Minggu Kelimabelas di Jerman (AFS Indonesia - Jerman 2016/2017)

Sebenernya pengin berhenti nulis serial blog Minggu-Minggu di Jerman, tapi....


Song of this week: Suka ganti-ganti antara 'Kucari Kamu' dan 'Mari Bercerita' (dua-duanya dari Payung Teduh).

Movie of this week: Serial Hormones. I finished the first session for two days (bukan hal yang membanggakan, sih), and I am planning to watch the second as fast as possible (note: tokoh-tokohnya ada yang mirip Awkarin dan temenku Aufar (AFS Finlandia)).
Kadang-kadang nontonnya geli sendiri, hahaha.

View of this week: Tiga kancil yang lari-larian di atas padang rumput bersalju.
Kayaknya ini pemandangan paling indah yang pernah aku lihat, deh.

1


Hari pertama sekolah setelah libur tiga minggu?

Males banget.

Dan kayaknya yang ngalamin kemalesan ini nggak cuma aku, sih, tapi semua orang. Waktu aku masuk ke dalam bis yang menuju ke sekolah, semua orang kelihatan suntuk. Ada yang nguap, ada yang ketiduran, ada juga yang mukanya pucet--anak perempuan yang pakai mantel biru.

Anak perempuan itu berdiri di sampingku (kami nggak dapat tempat duduk). Dari awal, aku udah mikir kalau kayaknya dia sakit. Bibirnya pucat, matanya agak kosong, dan dia sering meleng pas bis ngebut dengan brutal (anyway, host mother-ku ngasih tahu aku kalau orang Jerman itu pengemudi kendaraan tercepat di dunia).

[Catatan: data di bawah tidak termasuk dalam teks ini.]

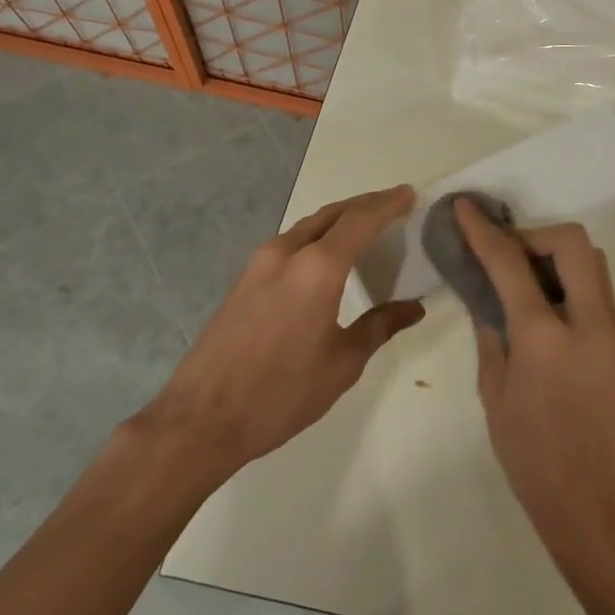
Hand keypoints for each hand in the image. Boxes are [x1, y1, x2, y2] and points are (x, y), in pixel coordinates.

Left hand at [140, 185, 423, 485]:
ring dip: (339, 218)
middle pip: (333, 213)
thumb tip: (414, 308)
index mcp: (317, 268)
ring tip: (366, 226)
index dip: (388, 204)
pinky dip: (317, 236)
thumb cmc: (281, 393)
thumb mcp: (342, 364)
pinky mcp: (244, 279)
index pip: (360, 220)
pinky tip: (327, 256)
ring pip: (308, 225)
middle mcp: (287, 252)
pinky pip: (290, 242)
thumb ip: (380, 326)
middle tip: (394, 205)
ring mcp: (259, 263)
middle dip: (365, 204)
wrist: (201, 420)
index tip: (410, 194)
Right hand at [454, 200, 614, 578]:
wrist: (600, 507)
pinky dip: (570, 279)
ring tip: (524, 278)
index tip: (465, 207)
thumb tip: (485, 295)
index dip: (484, 230)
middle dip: (534, 235)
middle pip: (571, 242)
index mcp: (545, 337)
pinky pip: (597, 288)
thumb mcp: (494, 394)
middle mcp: (588, 321)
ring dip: (556, 254)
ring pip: (592, 261)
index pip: (511, 263)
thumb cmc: (534, 459)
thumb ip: (491, 334)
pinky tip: (545, 305)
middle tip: (506, 255)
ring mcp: (613, 331)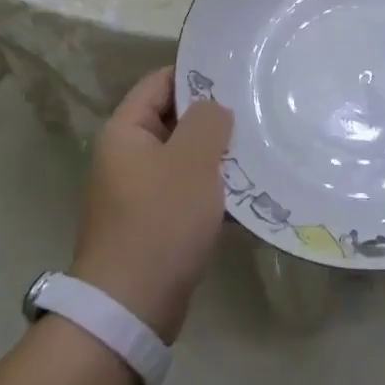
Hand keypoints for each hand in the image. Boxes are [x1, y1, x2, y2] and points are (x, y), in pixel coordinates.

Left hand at [70, 68, 233, 342]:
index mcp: (126, 131)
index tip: (236, 76)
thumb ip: (207, 121)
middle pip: (174, 119)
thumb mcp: (191, 161)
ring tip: (258, 149)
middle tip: (255, 112)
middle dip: (213, 118)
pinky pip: (186, 191)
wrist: (130, 309)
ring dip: (217, 155)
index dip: (196, 74)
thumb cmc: (160, 222)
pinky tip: (247, 192)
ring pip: (184, 157)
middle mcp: (127, 156)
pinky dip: (212, 189)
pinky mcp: (153, 223)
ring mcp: (138, 191)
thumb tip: (214, 108)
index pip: (161, 82)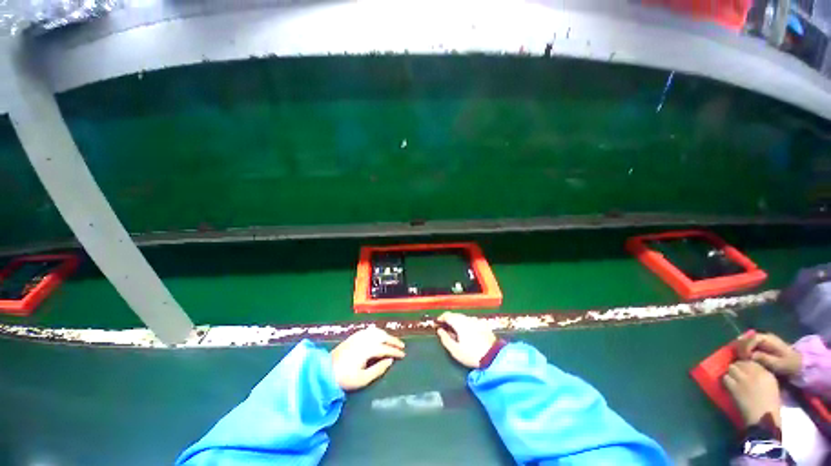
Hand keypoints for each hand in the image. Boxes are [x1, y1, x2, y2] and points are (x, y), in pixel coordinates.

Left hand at [331, 327, 404, 390]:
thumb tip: (390, 361)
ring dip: (386, 335)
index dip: (395, 351)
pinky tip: (379, 335)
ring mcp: (359, 336)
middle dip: (393, 340)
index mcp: (368, 349)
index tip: (403, 355)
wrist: (325, 371)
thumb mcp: (363, 379)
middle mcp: (365, 339)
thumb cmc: (344, 378)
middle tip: (402, 346)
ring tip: (392, 341)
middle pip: (383, 336)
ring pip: (377, 331)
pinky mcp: (354, 336)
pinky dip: (378, 332)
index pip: (386, 348)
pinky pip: (370, 330)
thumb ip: (378, 369)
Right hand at [436, 312, 496, 367]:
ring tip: (454, 331)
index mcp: (459, 323)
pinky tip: (466, 332)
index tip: (437, 323)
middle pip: (455, 315)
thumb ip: (445, 339)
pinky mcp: (483, 325)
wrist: (494, 357)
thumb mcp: (455, 350)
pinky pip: (470, 321)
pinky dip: (465, 323)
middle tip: (444, 327)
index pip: (447, 315)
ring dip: (457, 321)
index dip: (441, 318)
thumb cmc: (471, 354)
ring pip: (463, 317)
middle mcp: (467, 319)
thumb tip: (440, 330)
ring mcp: (476, 321)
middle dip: (449, 319)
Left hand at [723, 361, 781, 427]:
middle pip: (740, 363)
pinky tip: (729, 385)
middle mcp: (755, 374)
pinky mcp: (734, 387)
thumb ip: (762, 376)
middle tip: (737, 374)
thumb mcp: (771, 386)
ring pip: (731, 368)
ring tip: (733, 379)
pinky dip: (726, 380)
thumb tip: (751, 370)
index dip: (745, 365)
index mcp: (766, 373)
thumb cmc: (770, 405)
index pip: (751, 361)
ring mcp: (743, 380)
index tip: (744, 370)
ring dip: (731, 373)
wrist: (764, 419)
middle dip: (737, 367)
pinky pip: (726, 378)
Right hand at [737, 332, 801, 377]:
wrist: (798, 363)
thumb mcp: (778, 363)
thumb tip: (750, 356)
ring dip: (741, 348)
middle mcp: (763, 336)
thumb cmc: (788, 364)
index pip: (751, 339)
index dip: (745, 347)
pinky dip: (745, 349)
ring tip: (740, 357)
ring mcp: (762, 339)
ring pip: (746, 340)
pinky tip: (745, 356)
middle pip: (746, 338)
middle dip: (741, 347)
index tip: (743, 357)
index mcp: (767, 339)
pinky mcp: (761, 344)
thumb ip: (764, 358)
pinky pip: (749, 344)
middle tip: (739, 357)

Kasihan, sih. Tapi mau gimana lagi? Aku juga nggak bisa ngapa-ngapain.

Akhirnya aku cuekin aja. Aku lanjut dengerin musik dari earphone, mikirin tugas, ngapalin kosa kata  baru (kurang rajin apa lagi, sih, aku ini?) (bohong, deng), dan melamun.

Sampai akhirnya...

"HOEK......."

ANAK PEREMPUAN ITU MUNTAH.

Di deketku.

Untung aja sepatu dan celanaku nggak kena. Kan mahal (bohong lagi, deng).

Hal pertama yang kulakuin? Pastinya, sih, melongo. Maklum, ngelihatin cairan muntah yang ngalir ke mana-mana karena kecepatan bis itu bukan pemandangan yang normal (kalau ada yang baca blog ini sambil makan, es tut mir echt leid) (anyway muntahnya warna kuning) (hehe) (gimana? Masih nafsu makan?) (sorry, sorry, stay tune, please).

Lanjut.

Hal kedua yang kulakuin? Marah.

Bukan ke anak perempuannya.

Tapi ke orang-orang di dalam bis yang cuma ngelihatin sebentar, terus lanjut dengan kesibukannya masing-masing (apalagi ke kakak kelasku yang badannya gede banget dan dapat tempat duduk, tapi nggak ada inisiatif ngasih anak perempuan ini kesempatan untuk duduk). Atuhlah, Neng, individualis sih individualis. Tapi masa nggak punya empati sama sekali?

Akhirnya, aku coba bantuin anak perempuan itu sebisa mungkin--senyum sama ngasih tisu doang, sih. "Hier, ich habe Taschentuch, aber--"

Eh, dasar sial. Belum selesai aku ngomong, tiba-tiba bisnya ngerem mendadak (padahal tanganku, dua-duanya, lagi ngerogoh-rogoh kantong mantel untuk nyari tisu).

Dalam hatiku, aku teriak, AISIAH OM SUPIR, NGGAK SEMPAT PEGANGAN INI! BAKAL JATOH TERUS NIMPA MUNTAH YAKIN INI MAH. 

Tapi, untungnya, di saat-saat terakhir sebelum jatuh (asik), aku sempat ngeraih pegangan.

Akhirnya nggak jatuh.

TAPI TANGANKU TERKILIR.

.

Yak. Itulah cerita (lebih tepatnya latar belakang) kenapa aku bingung nyari tukang urut di mana.

2

Kemarin, pas makan malam, host mother-ku tiba-tiba ngomong, "Rani, Alex hat mich eine Sache für dich gegeben." (Rani, Alex nitipin sesuatu buat kamu).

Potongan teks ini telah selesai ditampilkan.